WHAT THIS TASK INVOLVES.
Only lines with the word "strokeStyle" belong in the answer; copy them from the records below.

__________

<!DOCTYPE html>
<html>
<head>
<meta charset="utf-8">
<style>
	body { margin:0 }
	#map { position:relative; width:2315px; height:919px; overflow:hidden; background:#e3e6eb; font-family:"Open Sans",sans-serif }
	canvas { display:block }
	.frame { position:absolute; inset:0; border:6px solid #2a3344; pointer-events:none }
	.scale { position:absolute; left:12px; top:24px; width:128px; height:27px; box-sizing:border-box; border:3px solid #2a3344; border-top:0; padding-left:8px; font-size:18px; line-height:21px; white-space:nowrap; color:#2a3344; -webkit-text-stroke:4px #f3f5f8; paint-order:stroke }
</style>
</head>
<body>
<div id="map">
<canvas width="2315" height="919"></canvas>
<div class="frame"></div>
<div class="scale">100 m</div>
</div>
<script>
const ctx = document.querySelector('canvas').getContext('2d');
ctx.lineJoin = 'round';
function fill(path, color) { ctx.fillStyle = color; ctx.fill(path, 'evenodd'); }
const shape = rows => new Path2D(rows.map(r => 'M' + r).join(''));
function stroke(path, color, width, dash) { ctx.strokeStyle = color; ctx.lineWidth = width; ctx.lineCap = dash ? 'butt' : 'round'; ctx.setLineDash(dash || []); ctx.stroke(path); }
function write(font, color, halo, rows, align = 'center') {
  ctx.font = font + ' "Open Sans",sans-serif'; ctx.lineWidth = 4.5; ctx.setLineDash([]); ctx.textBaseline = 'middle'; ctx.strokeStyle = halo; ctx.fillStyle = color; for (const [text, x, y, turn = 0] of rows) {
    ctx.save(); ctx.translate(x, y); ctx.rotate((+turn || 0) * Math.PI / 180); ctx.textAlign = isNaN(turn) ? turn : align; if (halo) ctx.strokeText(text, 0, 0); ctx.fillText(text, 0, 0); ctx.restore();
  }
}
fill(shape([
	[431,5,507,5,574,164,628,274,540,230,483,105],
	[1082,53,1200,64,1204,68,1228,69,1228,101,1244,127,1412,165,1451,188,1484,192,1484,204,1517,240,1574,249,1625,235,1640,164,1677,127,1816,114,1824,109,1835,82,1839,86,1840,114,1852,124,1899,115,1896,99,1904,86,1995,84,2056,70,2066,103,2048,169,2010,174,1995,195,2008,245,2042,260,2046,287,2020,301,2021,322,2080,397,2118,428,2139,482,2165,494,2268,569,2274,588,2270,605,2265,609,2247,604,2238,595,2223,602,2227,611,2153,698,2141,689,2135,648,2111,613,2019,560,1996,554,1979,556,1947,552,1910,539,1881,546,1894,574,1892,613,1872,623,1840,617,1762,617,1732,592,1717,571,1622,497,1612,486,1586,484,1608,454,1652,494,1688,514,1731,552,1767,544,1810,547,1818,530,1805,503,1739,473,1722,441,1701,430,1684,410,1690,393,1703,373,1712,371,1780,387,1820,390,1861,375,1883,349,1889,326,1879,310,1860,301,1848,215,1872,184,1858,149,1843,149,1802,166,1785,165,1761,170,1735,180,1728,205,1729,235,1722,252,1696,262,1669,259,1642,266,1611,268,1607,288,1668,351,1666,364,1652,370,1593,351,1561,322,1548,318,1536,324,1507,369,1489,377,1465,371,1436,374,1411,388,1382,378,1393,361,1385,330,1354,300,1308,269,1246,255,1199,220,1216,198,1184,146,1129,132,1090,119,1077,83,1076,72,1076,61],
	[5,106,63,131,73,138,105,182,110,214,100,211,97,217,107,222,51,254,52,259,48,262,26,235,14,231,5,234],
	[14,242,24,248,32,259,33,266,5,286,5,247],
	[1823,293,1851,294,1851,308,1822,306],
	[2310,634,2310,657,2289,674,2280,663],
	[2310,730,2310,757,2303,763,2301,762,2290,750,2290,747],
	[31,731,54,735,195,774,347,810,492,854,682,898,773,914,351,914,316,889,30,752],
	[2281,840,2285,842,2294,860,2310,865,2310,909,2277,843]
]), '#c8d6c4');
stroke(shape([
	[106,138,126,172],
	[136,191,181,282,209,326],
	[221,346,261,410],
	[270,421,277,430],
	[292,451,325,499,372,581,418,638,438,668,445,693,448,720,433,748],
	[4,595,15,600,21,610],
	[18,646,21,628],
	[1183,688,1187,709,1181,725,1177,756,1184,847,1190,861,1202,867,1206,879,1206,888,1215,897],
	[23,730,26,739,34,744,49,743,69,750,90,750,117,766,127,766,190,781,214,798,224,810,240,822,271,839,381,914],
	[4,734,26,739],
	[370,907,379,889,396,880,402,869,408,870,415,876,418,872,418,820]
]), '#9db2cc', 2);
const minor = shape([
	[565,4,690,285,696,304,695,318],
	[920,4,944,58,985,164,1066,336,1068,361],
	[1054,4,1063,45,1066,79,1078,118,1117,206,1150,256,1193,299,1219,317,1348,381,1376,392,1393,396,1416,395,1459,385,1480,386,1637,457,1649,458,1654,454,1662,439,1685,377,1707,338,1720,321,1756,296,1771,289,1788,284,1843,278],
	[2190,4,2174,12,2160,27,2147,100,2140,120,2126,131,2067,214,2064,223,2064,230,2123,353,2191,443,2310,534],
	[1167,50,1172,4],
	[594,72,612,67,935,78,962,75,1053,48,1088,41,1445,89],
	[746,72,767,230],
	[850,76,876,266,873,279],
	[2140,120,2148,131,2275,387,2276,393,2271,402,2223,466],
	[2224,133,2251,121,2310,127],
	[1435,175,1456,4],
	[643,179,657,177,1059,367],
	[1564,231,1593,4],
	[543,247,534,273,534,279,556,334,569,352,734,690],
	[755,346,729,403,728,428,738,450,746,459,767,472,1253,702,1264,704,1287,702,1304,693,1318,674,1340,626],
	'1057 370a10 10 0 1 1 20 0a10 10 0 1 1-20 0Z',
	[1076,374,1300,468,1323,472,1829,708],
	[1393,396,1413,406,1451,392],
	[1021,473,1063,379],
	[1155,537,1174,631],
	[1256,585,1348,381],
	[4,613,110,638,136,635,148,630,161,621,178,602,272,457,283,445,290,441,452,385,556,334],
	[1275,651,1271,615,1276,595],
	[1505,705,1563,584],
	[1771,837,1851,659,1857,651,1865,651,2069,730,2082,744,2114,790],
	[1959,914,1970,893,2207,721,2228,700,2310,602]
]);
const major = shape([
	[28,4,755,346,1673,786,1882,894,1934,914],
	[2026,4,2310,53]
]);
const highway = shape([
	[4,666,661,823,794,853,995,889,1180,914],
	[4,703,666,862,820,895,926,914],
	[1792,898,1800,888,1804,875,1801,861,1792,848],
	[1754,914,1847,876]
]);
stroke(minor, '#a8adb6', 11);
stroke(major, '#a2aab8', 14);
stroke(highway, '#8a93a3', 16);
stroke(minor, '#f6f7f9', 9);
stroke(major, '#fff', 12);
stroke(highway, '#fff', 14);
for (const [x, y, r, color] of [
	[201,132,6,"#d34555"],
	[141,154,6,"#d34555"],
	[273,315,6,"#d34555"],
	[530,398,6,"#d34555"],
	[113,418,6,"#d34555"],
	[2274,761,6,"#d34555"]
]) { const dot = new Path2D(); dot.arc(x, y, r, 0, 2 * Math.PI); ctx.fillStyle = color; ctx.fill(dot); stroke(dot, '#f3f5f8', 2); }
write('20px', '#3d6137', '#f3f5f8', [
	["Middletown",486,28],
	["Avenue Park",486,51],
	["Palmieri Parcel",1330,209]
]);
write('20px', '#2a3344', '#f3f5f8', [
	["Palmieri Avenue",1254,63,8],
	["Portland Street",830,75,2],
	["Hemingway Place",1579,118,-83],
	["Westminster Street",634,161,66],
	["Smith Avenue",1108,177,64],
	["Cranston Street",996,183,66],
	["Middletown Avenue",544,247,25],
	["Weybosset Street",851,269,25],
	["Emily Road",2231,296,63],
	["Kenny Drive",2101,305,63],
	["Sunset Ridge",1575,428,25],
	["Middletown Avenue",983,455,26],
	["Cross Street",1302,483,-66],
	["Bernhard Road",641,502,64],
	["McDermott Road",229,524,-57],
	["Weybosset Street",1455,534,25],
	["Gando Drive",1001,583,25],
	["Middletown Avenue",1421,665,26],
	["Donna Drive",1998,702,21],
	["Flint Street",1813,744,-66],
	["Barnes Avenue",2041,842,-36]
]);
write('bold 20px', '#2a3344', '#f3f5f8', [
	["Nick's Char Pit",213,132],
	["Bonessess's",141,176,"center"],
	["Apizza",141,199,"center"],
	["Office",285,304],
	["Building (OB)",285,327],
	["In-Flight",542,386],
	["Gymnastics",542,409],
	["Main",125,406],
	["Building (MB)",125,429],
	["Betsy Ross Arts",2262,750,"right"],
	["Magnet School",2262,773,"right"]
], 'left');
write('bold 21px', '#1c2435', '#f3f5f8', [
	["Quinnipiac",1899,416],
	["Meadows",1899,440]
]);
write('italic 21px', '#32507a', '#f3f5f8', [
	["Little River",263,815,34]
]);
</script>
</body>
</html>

__________

EXERCISE ANSWER.
function stroke(path, color, width, dash) { ctx.strokeStyle = color; ctx.lineWidth = width; ctx.lineCap = dash ? 'butt' : 'round'; ctx.setLineDash(dash || []); ctx.stroke(path); }
  ctx.font = font + ' "Open Sans",sans-serif'; ctx.lineWidth = 4.5; ctx.setLineDash([]); ctx.textBaseline = 'middle'; ctx.strokeStyle = halo; ctx.fillStyle = color; for (const [text, x, y, turn = 0] of rows) {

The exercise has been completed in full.